### Collected data
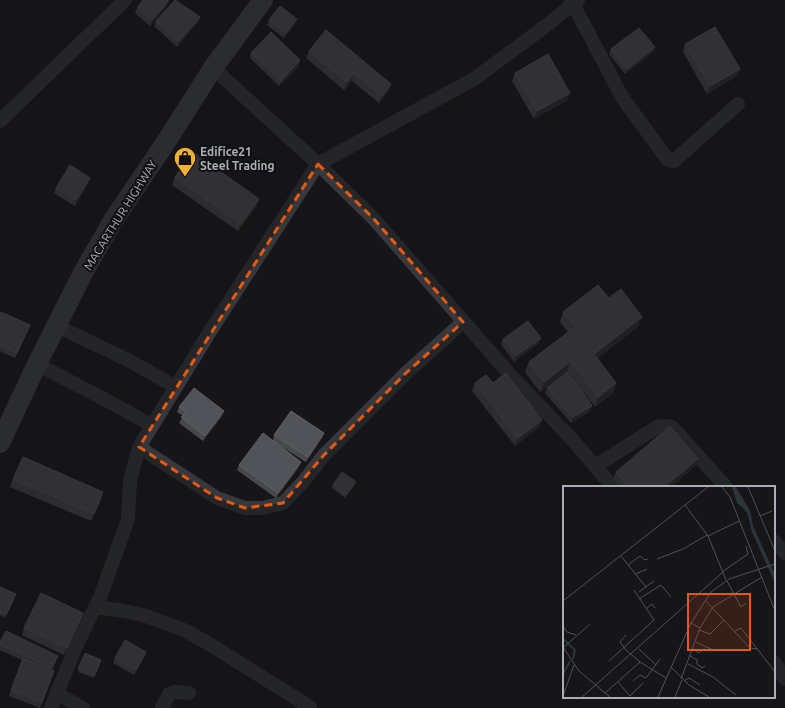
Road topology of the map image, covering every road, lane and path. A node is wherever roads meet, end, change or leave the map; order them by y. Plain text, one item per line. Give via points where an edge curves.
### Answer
1 (125, 0) edge
2 (263, 0) edge
3 (574, 1) edge
4 (212, 68) junction
5 (738, 104) dead end
6 (0, 121) edge
7 (318, 164) junction
8 (463, 322) junction
9 (57, 326) junction
10 (37, 364) junction
11 (176, 387) junction
12 (152, 426) junction
13 (0, 443) edge
14 (139, 447) junction
15 (596, 466) junction
16 (612, 486) edge
17 (725, 486) edge
18 (775, 542) edge
19 (785, 553) edge
20 (95, 607) junction
21 (775, 664) edge
22 (785, 679) edge
23 (56, 693) junction
24 (189, 693) dead end
25 (310, 707) dead end
26 (51, 708) edge
27 (83, 708) edge
28 (162, 708) edge

1 - 6 street
2 - 4 main road, MACARTHUR HIGHWAY
3 - 5 street via 622,97 668,160 674,161
3 - 7 street via 543,28 474,79
4 - 7 street
4 - 9 main road, MACARTHUR HIGHWAY via 114,219
7 - 8 street via 374,219
7 - 11 street
8 - 14 street via 406,372 324,455 283,503 262,508 245,508 217,498
8 - 15 street
9 - 10 main road, MACARTHUR HIGHWAY
9 - 11 street via 130,361
10 - 12 street
10 - 13 main road, MACARTHUR HIGHWAY
11 - 12 street
12 - 14 street
14 - 20 street via 130,480 128,519
15 - 16 street
15 - 17 street via 657,427 667,426 673,428
18 - 19 street
20 - 23 street
20 - 25 street via 143,615 184,630
21 - 22 street
23 - 26 street
23 - 27 street
24 - 28 street via 169,694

### PROBLEM DETAILS
Within the records, how many lines carry the word "MACARTHUR"? Reply with the figure alone.

### EXERCISE ANSWER
4